Powered by AppSignal & Oban Pro

Scalar Optimization with Scholar.Optimize

notebooks/optimize.livemd

Scalar Optimization with Scholar.Optimize

Mix.install([
  {:scholar, path: "."},
  {:nx, "~> 0.9"},
  {:kino_vega_lite, "~> 0.1"}
])

Introduction

Scholar provides two algorithms for scalar (univariate) function minimization:

  • Scholar.Optimize.Brent - Brent’s method (recommended)
  • Scholar.Optimize.GoldenSection - Golden Section search

Both find the minimum of a function of one variable within a specified bracket [a, b].

Recommendation: Use Brent’s method for most applications. It combines the reliability of Golden Section with faster convergence from parabolic interpolation, typically requiring 3-5x fewer function evaluations.

Brent’s Method (Recommended)

Brent’s method is the default choice for scalar optimization.
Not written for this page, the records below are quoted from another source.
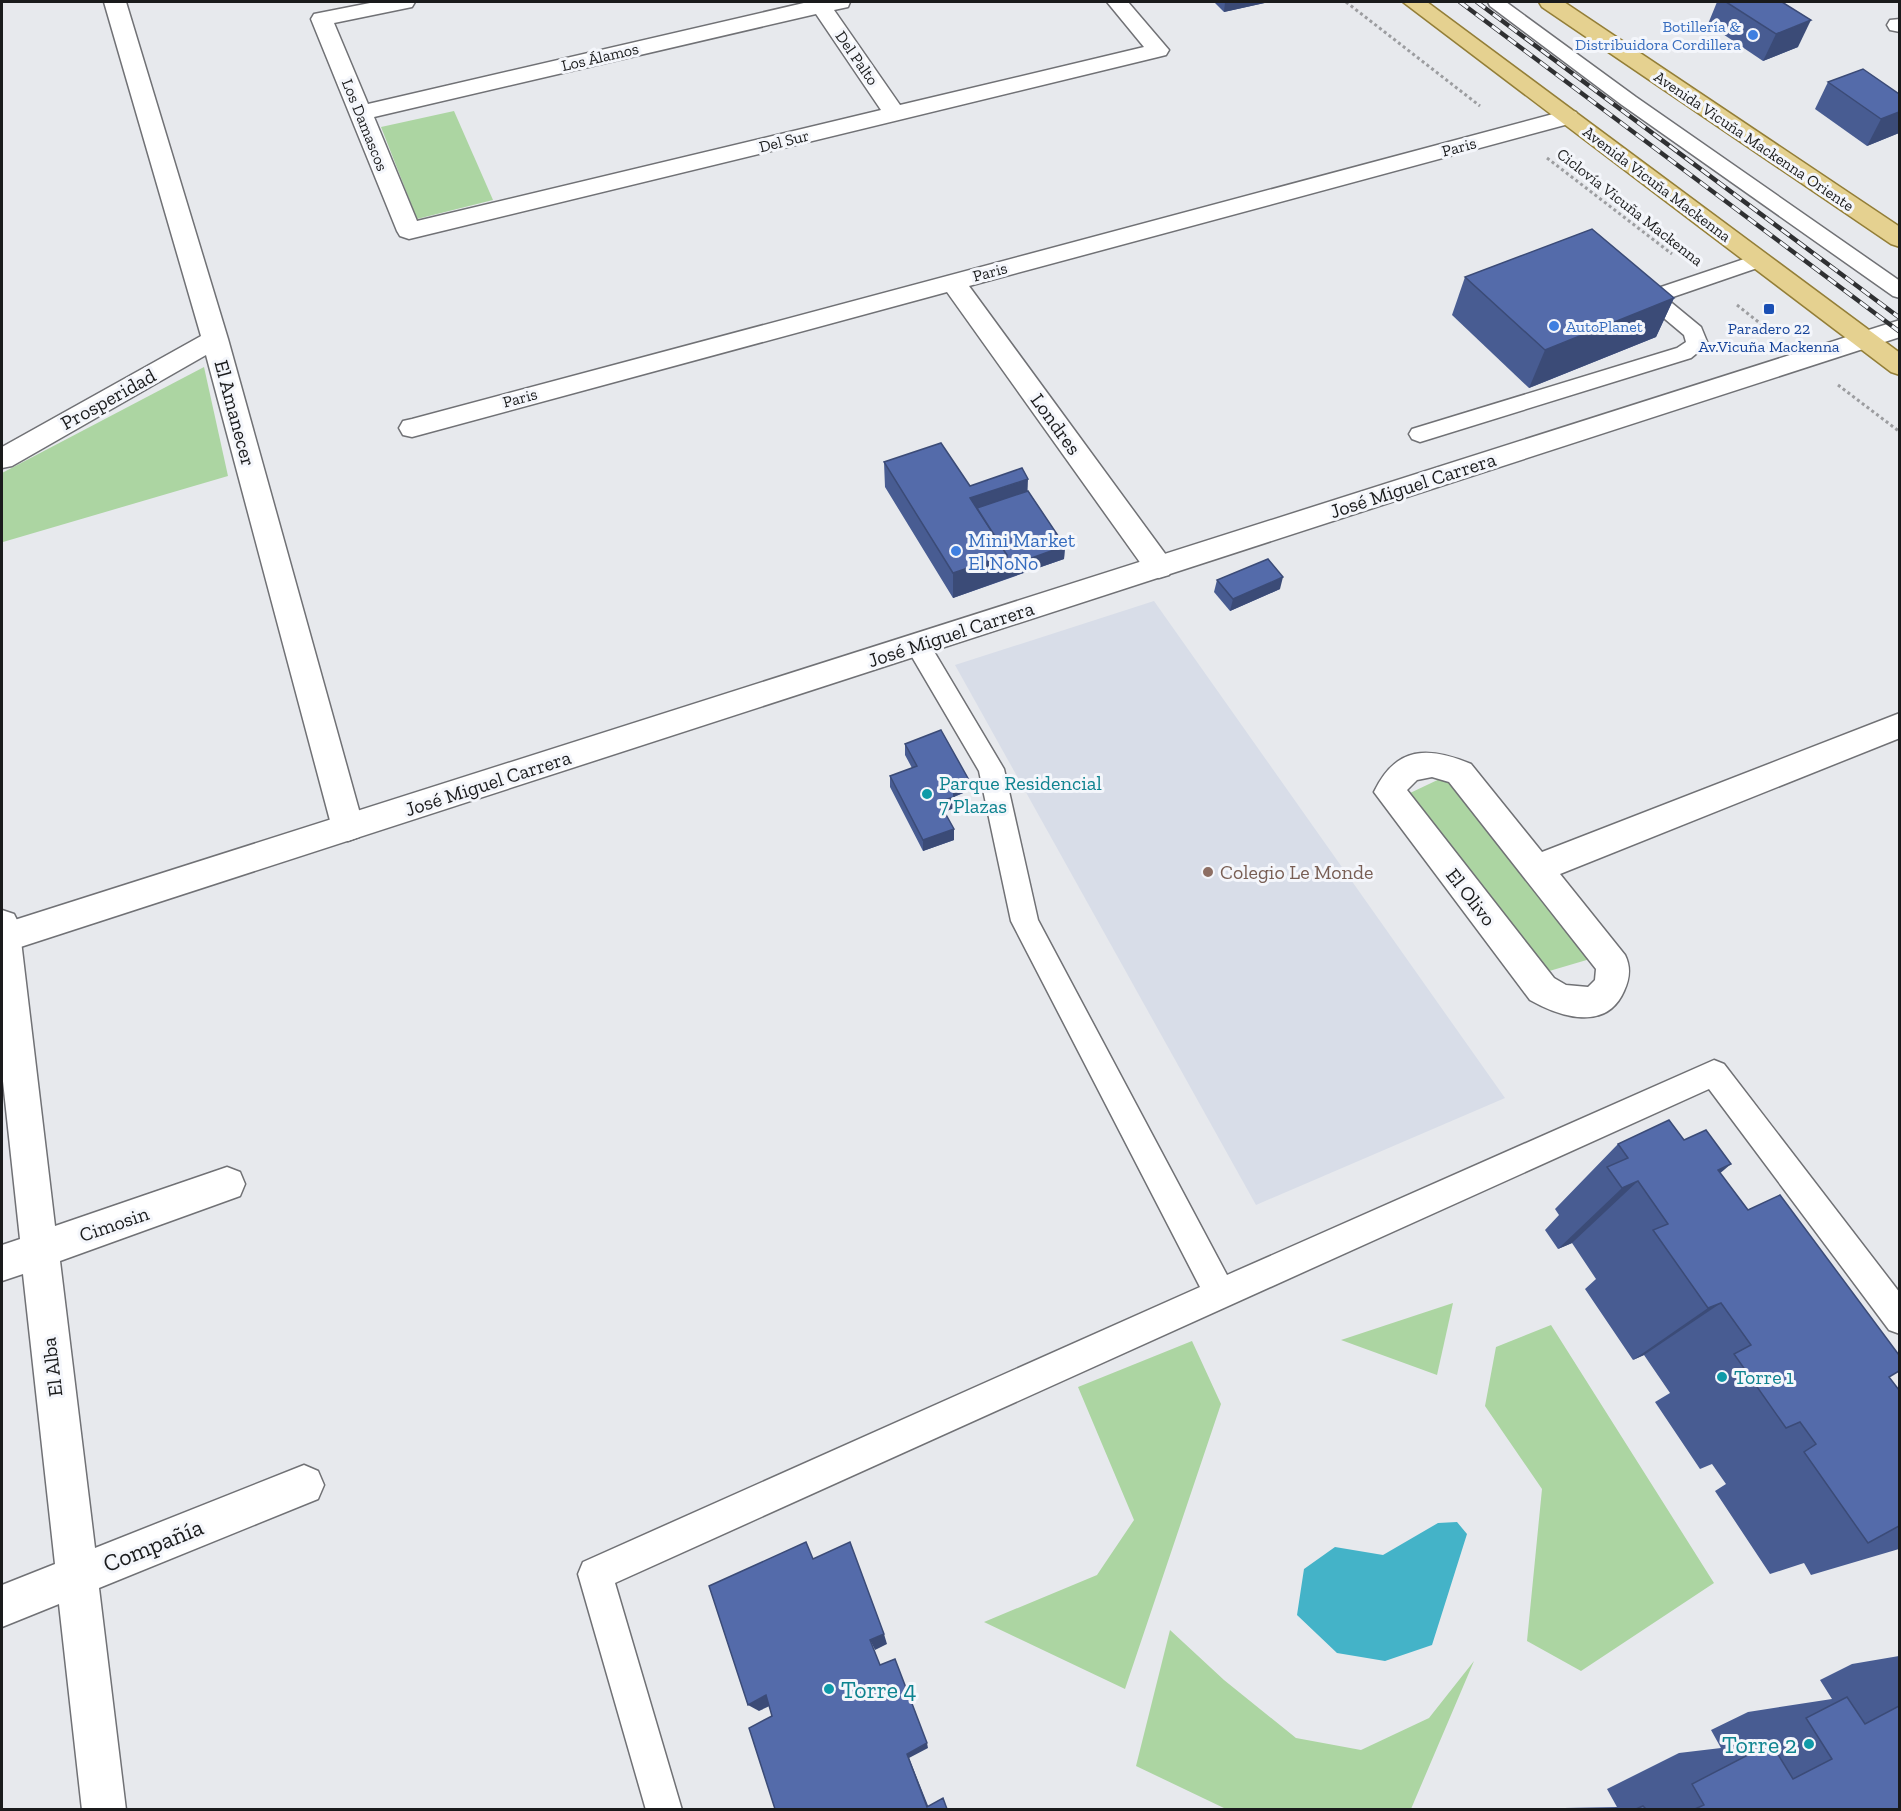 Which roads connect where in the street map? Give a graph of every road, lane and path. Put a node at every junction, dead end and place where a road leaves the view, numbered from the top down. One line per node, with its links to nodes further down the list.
1 (115, 2): 22 (street, El Amanecer)
2 (404, 2): 9 (street, Los Damascos)
3 (1117, 2): 10 (street, Del Sur)
4 (1346, 2): 12 (path, Ciclovía Vicuña Mackenna)
5 (1414, 2): 11 (main road, Avenida Vicuña Mackenna)
6 (1496, 2): 19 (lane)
7 (1550, 2): 14 (main road, Avenida Vicuña Mackenna Oriente)
8 (826, 3): 9 (street, Los Álamos); 10 (street, Del Palto)
9 (360, 113): 13 (street, Los Damascos)
10 (895, 114): 13 (street, Del Sur)
11 (1568, 117): 12 (street, Paris); 15 (main road, Avenida Vicuña Mackenna)
12 (1514, 132): 17 (path, Ciclovía Vicuña Mackenna); 18 (street, Paris)
13 (409, 231)
14 (1899, 239)
15 (1759, 260): 17 (lane); 23 (main road, Avenida Vicuña Mackenna)
16 (1628, 277): 20 (lane)
17 (1705, 279): 20 (lane); 24 (path, Ciclovía Vicuña Mackenna)
18 (953, 282): 26 (street, Paris); 30 (street, Londres)
19 (1899, 291)
20 (1653, 297): 28 (lane)
21 (1899, 328): 23 (street, José Miguel Carrera)
22 (215, 339): 29 (street, Prosperidad); 33 (street, El Amanecer)
23 (1864, 339): 24 (street, José Miguel Carrera); 25 (main road, Avenida Vicuña Mackenna)
24 (1805, 359): 27 (path, Ciclovía Vicuña Mackenna); 30 (street, José Miguel Carrera)
25 (1899, 366)
26 (412, 428)
27 (1899, 432)
28 (1420, 434)
29 (2, 459)
30 (1159, 567): 31 (street, José Miguel Carrera)
31 (917, 645): 33 (street, José Miguel Carrera); 39 (lane)
32 (1899, 725): 34 (street)
33 (348, 828): 35 (street, José Miguel Carrera)
34 (1536, 869): 34 (street, El Olivo)
35 (2, 934): 37 (street, El Alba)
36 (227, 1184): 37 (street, Cimosin)
37 (39, 1250): 38 (street, Cimosin); 42 (street, El Alba)
38 (2, 1263)
39 (1221, 1295): 40 (lane); 45 (lane)
40 (1894, 1307)
41 (304, 1485): 42 (street, Compañía)
42 (77, 1576): 43 (street, Compañía); 44 (street, El Alba)
43 (2, 1606)
44 (104, 1809)
45 (664, 1809)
It intelligently combines:

  • Parabolic interpolation for fast convergence when the function is smooth
  • Golden section fallback for guaranteed convergence

Simple Parabola

Let’s minimize $f(x) = (x - 3)^2$, which has its minimum at $x = 3$.

alias Scholar.Optimize.Brent

# Define the objective function
fun = fn x -> Nx.pow(Nx.subtract(x, 3), 2) end

# Find the minimum using Brent's method
result = Brent.minimize(0.0, 5.0, fun)

IO.puts("Minimum found at x = #{Nx.to_number(result.x)}")
IO.puts("Function value: #{Nx.to_number(result.fun)}")
IO.puts("Converged: #{Nx.to_number(result.converged) == 1}")
IO.puts("Iterations: #{Nx.to_number(result.iterations)}")
IO.puts("Function evaluations: #{Nx.to_number(result.fun_evals)}")
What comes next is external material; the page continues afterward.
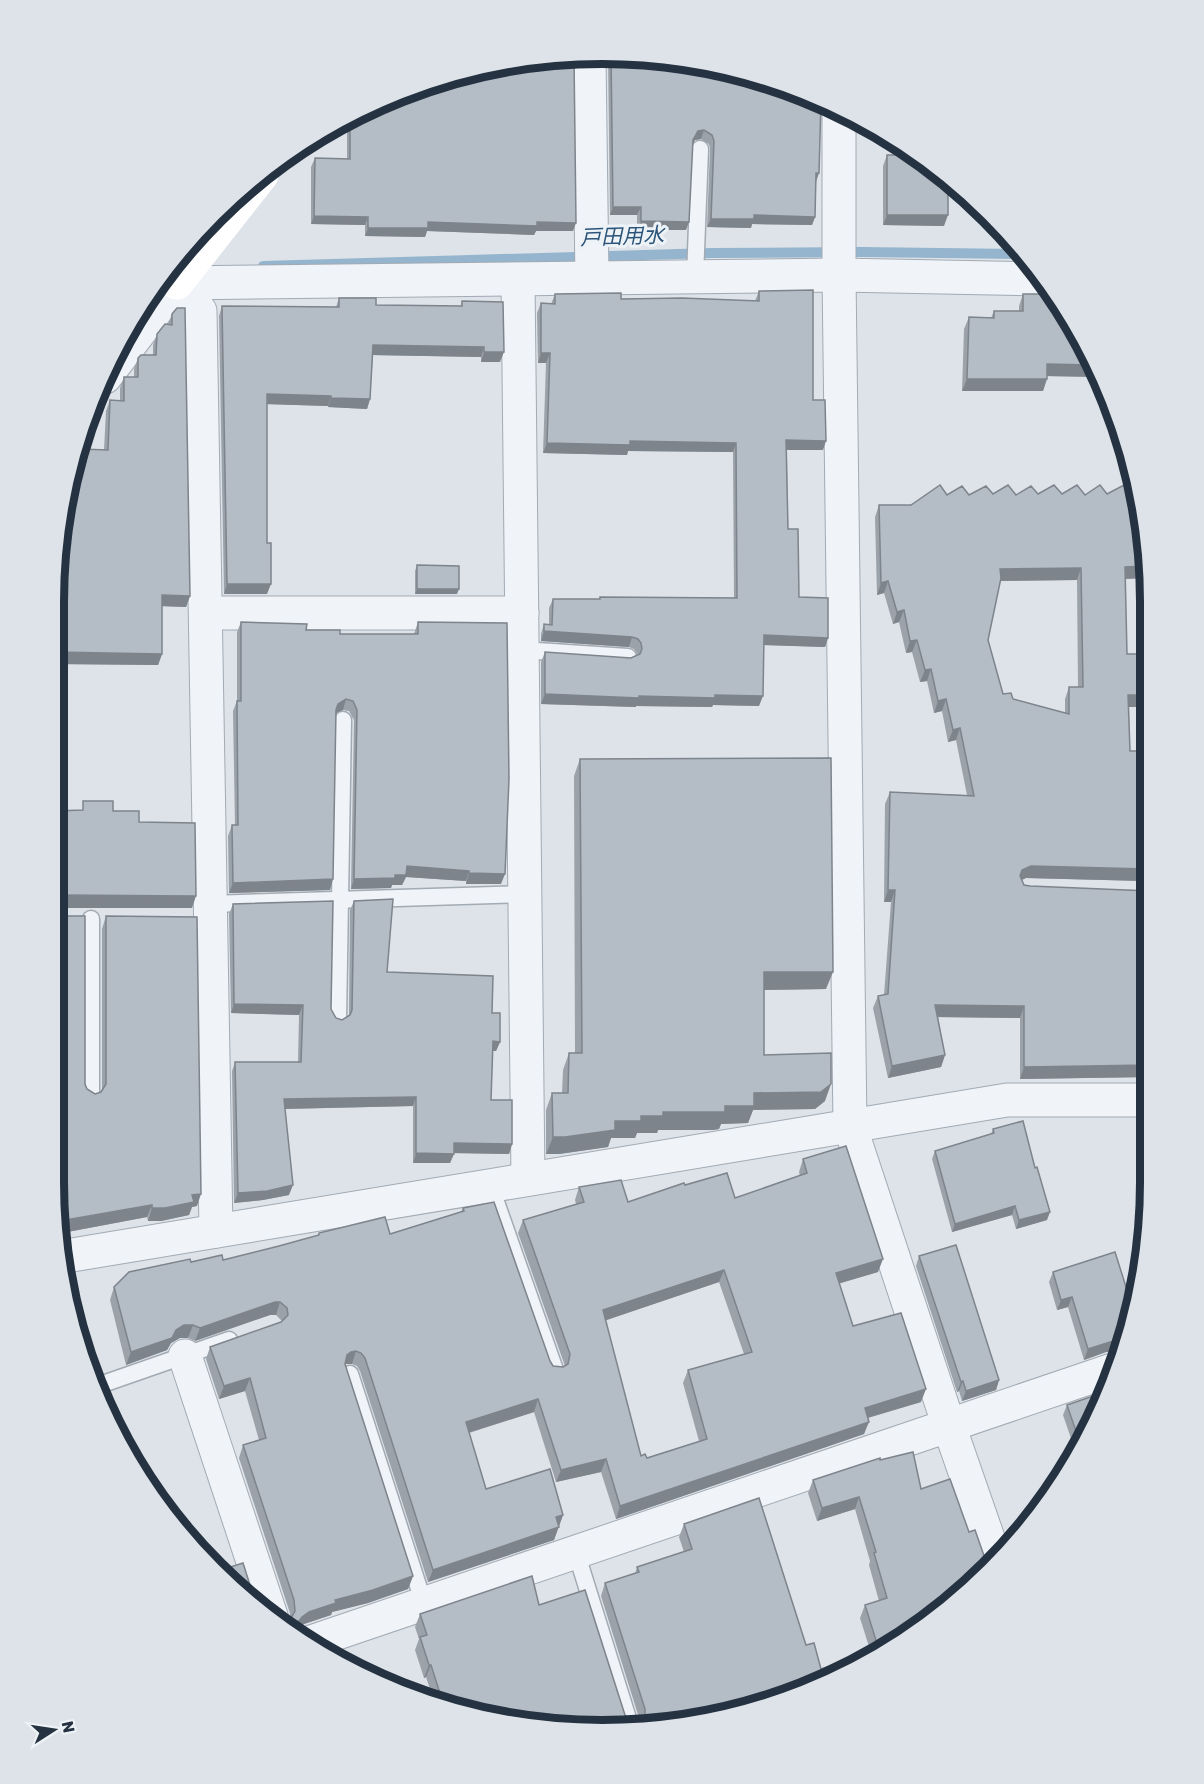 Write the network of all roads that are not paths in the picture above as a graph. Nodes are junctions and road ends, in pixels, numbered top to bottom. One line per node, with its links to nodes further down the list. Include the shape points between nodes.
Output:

Minimizing a Trigonometric Function

Find the minimum of $\sin(x)$ in the interval $[3, 5]$ (around $3\pi/2$):

alias Scholar.Optimize.Brent

fun = fn x -> Nx.sin(x) end

result = Brent.minimize(3.0, 5.0, fun)

expected_x = 3 * :math.pi() / 2  # 3π/2 ≈ 4.712

IO.puts("Minimum found at x = #{Nx.to_number(result.x)}")
IO.puts("Expected: #{expected_x}")
IO.puts("sin(x) at minimum: #{Nx.to_number(result.fun)}")

Shifted Parabola

Minimize $f(x) = (x + 2)^2 + 1$, which has minimum at $x = -2$ with value $1$:

alias Scholar.Optimize.Brent

fun = fn x -> Nx.add(Nx.pow(Nx.add(x, 2), 2), 1) end

result = Brent.minimize(-5.0, 5.0, fun)

IO.puts("Minimum found at x = #{Nx.to_number(result.x)}")
IO.puts("Function value: #{Nx.to_number(result.fun)}")
IO.puts("Expected: x = -2, f(x) = 1")

Brent vs Golden Section: Performance Comparison

Brent’s method typically converges much faster than Golden Section:

alias Scholar.Optimize.{Brent, GoldenSection}

fun = fn x -> Nx.pow(Nx.subtract(x, 3), 2) end

brent_result = Brent.minimize(0.0, 5.0, fun)
golden_result = GoldenSection.minimize(0.0, 5.0, fun)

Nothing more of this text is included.